Set down all the records below, word for word.
□ □ □
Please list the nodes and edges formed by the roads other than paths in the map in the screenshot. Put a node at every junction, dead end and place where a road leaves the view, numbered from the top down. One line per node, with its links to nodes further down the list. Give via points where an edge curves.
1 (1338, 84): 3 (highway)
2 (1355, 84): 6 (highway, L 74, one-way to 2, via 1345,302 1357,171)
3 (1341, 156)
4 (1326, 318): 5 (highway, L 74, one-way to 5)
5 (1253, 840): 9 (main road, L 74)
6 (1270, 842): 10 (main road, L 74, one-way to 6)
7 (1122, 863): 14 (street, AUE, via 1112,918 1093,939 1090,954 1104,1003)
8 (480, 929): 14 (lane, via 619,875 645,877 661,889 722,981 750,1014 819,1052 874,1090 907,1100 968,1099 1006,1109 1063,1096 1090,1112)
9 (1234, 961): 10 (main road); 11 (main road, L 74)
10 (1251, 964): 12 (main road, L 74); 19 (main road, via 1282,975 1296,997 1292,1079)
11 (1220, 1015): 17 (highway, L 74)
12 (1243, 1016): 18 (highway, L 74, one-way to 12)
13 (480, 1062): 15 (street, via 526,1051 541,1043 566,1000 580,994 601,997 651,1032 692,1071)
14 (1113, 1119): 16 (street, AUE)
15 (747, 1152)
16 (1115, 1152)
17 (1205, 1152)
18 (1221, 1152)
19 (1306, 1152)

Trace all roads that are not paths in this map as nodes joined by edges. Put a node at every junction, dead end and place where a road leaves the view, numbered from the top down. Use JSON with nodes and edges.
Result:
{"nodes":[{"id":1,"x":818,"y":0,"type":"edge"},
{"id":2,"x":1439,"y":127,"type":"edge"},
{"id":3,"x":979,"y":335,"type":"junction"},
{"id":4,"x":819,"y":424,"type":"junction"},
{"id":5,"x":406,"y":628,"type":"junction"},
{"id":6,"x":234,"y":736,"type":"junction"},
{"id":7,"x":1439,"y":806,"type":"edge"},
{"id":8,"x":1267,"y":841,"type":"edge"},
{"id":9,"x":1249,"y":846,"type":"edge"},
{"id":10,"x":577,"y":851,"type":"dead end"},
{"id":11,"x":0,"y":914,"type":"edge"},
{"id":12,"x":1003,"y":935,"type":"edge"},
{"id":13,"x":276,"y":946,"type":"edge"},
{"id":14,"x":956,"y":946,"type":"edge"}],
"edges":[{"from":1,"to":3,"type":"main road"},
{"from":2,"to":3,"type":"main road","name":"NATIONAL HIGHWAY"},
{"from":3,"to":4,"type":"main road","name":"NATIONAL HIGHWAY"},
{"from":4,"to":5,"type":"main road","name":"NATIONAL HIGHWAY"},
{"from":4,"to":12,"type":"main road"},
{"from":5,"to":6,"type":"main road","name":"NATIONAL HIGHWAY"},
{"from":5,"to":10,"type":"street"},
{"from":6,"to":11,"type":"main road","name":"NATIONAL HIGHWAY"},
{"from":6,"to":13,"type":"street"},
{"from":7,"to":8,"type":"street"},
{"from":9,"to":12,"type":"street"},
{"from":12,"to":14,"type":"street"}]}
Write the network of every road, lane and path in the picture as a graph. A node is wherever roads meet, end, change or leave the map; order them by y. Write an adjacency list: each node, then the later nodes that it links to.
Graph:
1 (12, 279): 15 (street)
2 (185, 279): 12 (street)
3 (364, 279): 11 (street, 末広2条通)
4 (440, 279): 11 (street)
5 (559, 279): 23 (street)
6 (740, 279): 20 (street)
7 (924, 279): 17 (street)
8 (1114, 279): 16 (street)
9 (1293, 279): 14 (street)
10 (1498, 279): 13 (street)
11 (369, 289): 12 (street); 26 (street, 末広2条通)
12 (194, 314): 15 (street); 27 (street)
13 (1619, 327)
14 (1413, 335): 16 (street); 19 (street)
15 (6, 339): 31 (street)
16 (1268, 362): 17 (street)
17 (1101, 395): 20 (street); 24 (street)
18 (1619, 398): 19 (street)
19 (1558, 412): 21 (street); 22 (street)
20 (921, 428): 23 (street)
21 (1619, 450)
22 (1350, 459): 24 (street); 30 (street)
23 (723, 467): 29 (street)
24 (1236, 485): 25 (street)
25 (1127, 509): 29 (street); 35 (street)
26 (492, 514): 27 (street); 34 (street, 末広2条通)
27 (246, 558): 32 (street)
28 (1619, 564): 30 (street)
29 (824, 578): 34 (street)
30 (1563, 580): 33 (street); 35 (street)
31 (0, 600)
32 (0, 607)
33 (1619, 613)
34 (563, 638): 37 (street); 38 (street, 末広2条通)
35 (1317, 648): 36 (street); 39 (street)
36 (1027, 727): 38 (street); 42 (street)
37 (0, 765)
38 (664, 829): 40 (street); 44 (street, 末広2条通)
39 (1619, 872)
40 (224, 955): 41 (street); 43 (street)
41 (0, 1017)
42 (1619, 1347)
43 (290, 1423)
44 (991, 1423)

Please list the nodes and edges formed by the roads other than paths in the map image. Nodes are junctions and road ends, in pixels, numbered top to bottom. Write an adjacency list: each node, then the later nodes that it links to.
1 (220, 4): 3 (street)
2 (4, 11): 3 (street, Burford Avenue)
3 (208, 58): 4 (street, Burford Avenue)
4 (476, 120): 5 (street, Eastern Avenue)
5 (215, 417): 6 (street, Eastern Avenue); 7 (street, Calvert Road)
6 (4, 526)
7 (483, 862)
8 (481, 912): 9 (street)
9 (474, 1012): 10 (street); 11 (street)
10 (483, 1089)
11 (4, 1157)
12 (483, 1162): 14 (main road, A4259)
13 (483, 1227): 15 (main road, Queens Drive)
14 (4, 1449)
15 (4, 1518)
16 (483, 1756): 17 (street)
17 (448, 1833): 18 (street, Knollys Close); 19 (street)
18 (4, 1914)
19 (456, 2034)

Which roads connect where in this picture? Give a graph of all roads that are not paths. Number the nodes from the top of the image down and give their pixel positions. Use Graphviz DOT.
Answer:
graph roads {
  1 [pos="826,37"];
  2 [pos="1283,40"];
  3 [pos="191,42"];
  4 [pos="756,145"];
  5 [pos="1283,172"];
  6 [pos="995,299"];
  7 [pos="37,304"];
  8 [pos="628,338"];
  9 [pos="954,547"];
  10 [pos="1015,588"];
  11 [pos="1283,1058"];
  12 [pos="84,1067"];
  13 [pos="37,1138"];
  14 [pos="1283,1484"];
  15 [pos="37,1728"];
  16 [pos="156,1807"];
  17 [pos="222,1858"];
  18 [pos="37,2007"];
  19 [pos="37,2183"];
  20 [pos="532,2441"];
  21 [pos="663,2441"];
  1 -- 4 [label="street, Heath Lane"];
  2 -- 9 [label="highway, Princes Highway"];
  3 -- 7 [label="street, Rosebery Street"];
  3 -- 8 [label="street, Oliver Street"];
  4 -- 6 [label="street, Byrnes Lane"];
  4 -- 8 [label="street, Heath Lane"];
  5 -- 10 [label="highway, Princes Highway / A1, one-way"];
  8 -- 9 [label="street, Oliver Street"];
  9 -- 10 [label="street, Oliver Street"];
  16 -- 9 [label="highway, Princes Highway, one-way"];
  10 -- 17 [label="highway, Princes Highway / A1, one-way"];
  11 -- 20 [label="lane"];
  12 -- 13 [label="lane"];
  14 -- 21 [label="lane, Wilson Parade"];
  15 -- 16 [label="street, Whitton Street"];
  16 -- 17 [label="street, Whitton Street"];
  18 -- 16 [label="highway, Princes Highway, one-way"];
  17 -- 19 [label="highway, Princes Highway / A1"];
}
□ □ □
RESULT OF THIS TASK:
Please list the nodes and edges formed by the roads other than paths in the map in the screenshot. Put a node at every junction, dead end and place where a road leaves the view, numbered from the top down. One line per node, with its links to nodes further down the list. Give via points where an edge curves.
1 (1338, 84): 3 (highway)
2 (1355, 84): 6 (highway, L 74, one-way to 2, via 1345,302 1357,171)
3 (1341, 156)
4 (1326, 318): 5 (highway, L 74, one-way to 5)
5 (1253, 840): 9 (main road, L 74)
6 (1270, 842): 10 (main road, L 74, one-way to 6)
7 (1122, 863): 14 (street, AUE, via 1112,918 1093,939 1090,954 1104,1003)
8 (480, 929): 14 (lane, via 619,875 645,877 661,889 722,981 750,1014 819,1052 874,1090 907,1100 968,1099 1006,1109 1063,1096 1090,1112)
9 (1234, 961): 10 (main road); 11 (main road, L 74)
10 (1251, 964): 12 (main road, L 74); 19 (main road, via 1282,975 1296,997 1292,1079)
11 (1220, 1015): 17 (highway, L 74)
12 (1243, 1016): 18 (highway, L 74, one-way to 12)
13 (480, 1062): 15 (street, via 526,1051 541,1043 566,1000 580,994 601,997 651,1032 692,1071)
14 (1113, 1119): 16 (street, AUE)
15 (747, 1152)
16 (1115, 1152)
17 (1205, 1152)
18 (1221, 1152)
19 (1306, 1152)

Trace all roads that are not paths in this map as nodes joined by edges. Put a node at every junction, dead end and place where a road leaves the view, numbered from the top down. Use JSON with nodes and edges.
Result:
{"nodes":[{"id":1,"x":818,"y":0,"type":"edge"},
{"id":2,"x":1439,"y":127,"type":"edge"},
{"id":3,"x":979,"y":335,"type":"junction"},
{"id":4,"x":819,"y":424,"type":"junction"},
{"id":5,"x":406,"y":628,"type":"junction"},
{"id":6,"x":234,"y":736,"type":"junction"},
{"id":7,"x":1439,"y":806,"type":"edge"},
{"id":8,"x":1267,"y":841,"type":"edge"},
{"id":9,"x":1249,"y":846,"type":"edge"},
{"id":10,"x":577,"y":851,"type":"dead end"},
{"id":11,"x":0,"y":914,"type":"edge"},
{"id":12,"x":1003,"y":935,"type":"edge"},
{"id":13,"x":276,"y":946,"type":"edge"},
{"id":14,"x":956,"y":946,"type":"edge"}],
"edges":[{"from":1,"to":3,"type":"main road"},
{"from":2,"to":3,"type":"main road","name":"NATIONAL HIGHWAY"},
{"from":3,"to":4,"type":"main road","name":"NATIONAL HIGHWAY"},
{"from":4,"to":5,"type":"main road","name":"NATIONAL HIGHWAY"},
{"from":4,"to":12,"type":"main road"},
{"from":5,"to":6,"type":"main road","name":"NATIONAL HIGHWAY"},
{"from":5,"to":10,"type":"street"},
{"from":6,"to":11,"type":"main road","name":"NATIONAL HIGHWAY"},
{"from":6,"to":13,"type":"street"},
{"from":7,"to":8,"type":"street"},
{"from":9,"to":12,"type":"street"},
{"from":12,"to":14,"type":"street"}]}
Write the network of every road, lane and path in the picture as a graph. A node is wherever roads meet, end, change or leave the map; order them by y. Write an adjacency list: each node, then the later nodes that it links to.
Graph:
1 (12, 279): 15 (street)
2 (185, 279): 12 (street)
3 (364, 279): 11 (street, 末広2条通)
4 (440, 279): 11 (street)
5 (559, 279): 23 (street)
6 (740, 279): 20 (street)
7 (924, 279): 17 (street)
8 (1114, 279): 16 (street)
9 (1293, 279): 14 (street)
10 (1498, 279): 13 (street)
11 (369, 289): 12 (street); 26 (street, 末広2条通)
12 (194, 314): 15 (street); 27 (street)
13 (1619, 327)
14 (1413, 335): 16 (street); 19 (street)
15 (6, 339): 31 (street)
16 (1268, 362): 17 (street)
17 (1101, 395): 20 (street); 24 (street)
18 (1619, 398): 19 (street)
19 (1558, 412): 21 (street); 22 (street)
20 (921, 428): 23 (street)
21 (1619, 450)
22 (1350, 459): 24 (street); 30 (street)
23 (723, 467): 29 (street)
24 (1236, 485): 25 (street)
25 (1127, 509): 29 (street); 35 (street)
26 (492, 514): 27 (street); 34 (street, 末広2条通)
27 (246, 558): 32 (street)
28 (1619, 564): 30 (street)
29 (824, 578): 34 (street)
30 (1563, 580): 33 (street); 35 (street)
31 (0, 600)
32 (0, 607)
33 (1619, 613)
34 (563, 638): 37 (street); 38 (street, 末広2条通)
35 (1317, 648): 36 (street); 39 (street)
36 (1027, 727): 38 (street); 42 (street)
37 (0, 765)
38 (664, 829): 40 (street); 44 (street, 末広2条通)
39 (1619, 872)
40 (224, 955): 41 (street); 43 (street)
41 (0, 1017)
42 (1619, 1347)
43 (290, 1423)
44 (991, 1423)

Please list the nodes and edges formed by the roads other than paths in the map image. Nodes are junctions and road ends, in pixels, numbered top to bottom. Write an adjacency list: each node, then the later nodes that it links to.
1 (220, 4): 3 (street)
2 (4, 11): 3 (street, Burford Avenue)
3 (208, 58): 4 (street, Burford Avenue)
4 (476, 120): 5 (street, Eastern Avenue)
5 (215, 417): 6 (street, Eastern Avenue); 7 (street, Calvert Road)
6 (4, 526)
7 (483, 862)
8 (481, 912): 9 (street)
9 (474, 1012): 10 (street); 11 (street)
10 (483, 1089)
11 (4, 1157)
12 (483, 1162): 14 (main road, A4259)
13 (483, 1227): 15 (main road, Queens Drive)
14 (4, 1449)
15 (4, 1518)
16 (483, 1756): 17 (street)
17 (448, 1833): 18 (street, Knollys Close); 19 (street)
18 (4, 1914)
19 (456, 2034)

Which roads connect where in this picture? Give a graph of all roads that are not paths. Number the nodes from the top of the image down and give their pixel positions. Use Graphviz DOT.
Answer:
graph roads {
  1 [pos="826,37"];
  2 [pos="1283,40"];
  3 [pos="191,42"];
  4 [pos="756,145"];
  5 [pos="1283,172"];
  6 [pos="995,299"];
  7 [pos="37,304"];
  8 [pos="628,338"];
  9 [pos="954,547"];
  10 [pos="1015,588"];
  11 [pos="1283,1058"];
  12 [pos="84,1067"];
  13 [pos="37,1138"];
  14 [pos="1283,1484"];
  15 [pos="37,1728"];
  16 [pos="156,1807"];
  17 [pos="222,1858"];
  18 [pos="37,2007"];
  19 [pos="37,2183"];
  20 [pos="532,2441"];
  21 [pos="663,2441"];
  1 -- 4 [label="street, Heath Lane"];
  2 -- 9 [label="highway, Princes Highway"];
  3 -- 7 [label="street, Rosebery Street"];
  3 -- 8 [label="street, Oliver Street"];
  4 -- 6 [label="street, Byrnes Lane"];
  4 -- 8 [label="street, Heath Lane"];
  5 -- 10 [label="highway, Princes Highway / A1, one-way"];
  8 -- 9 [label="street, Oliver Street"];
  9 -- 10 [label="street, Oliver Street"];
  16 -- 9 [label="highway, Princes Highway, one-way"];
  10 -- 17 [label="highway, Princes Highway / A1, one-way"];
  11 -- 20 [label="lane"];
  12 -- 13 [label="lane"];
  14 -- 21 [label="lane, Wilson Parade"];
  15 -- 16 [label="street, Whitton Street"];
  16 -- 17 [label="street, Whitton Street"];
  18 -- 16 [label="highway, Princes Highway, one-way"];
  17 -- 19 [label="highway, Princes Highway / A1"];
}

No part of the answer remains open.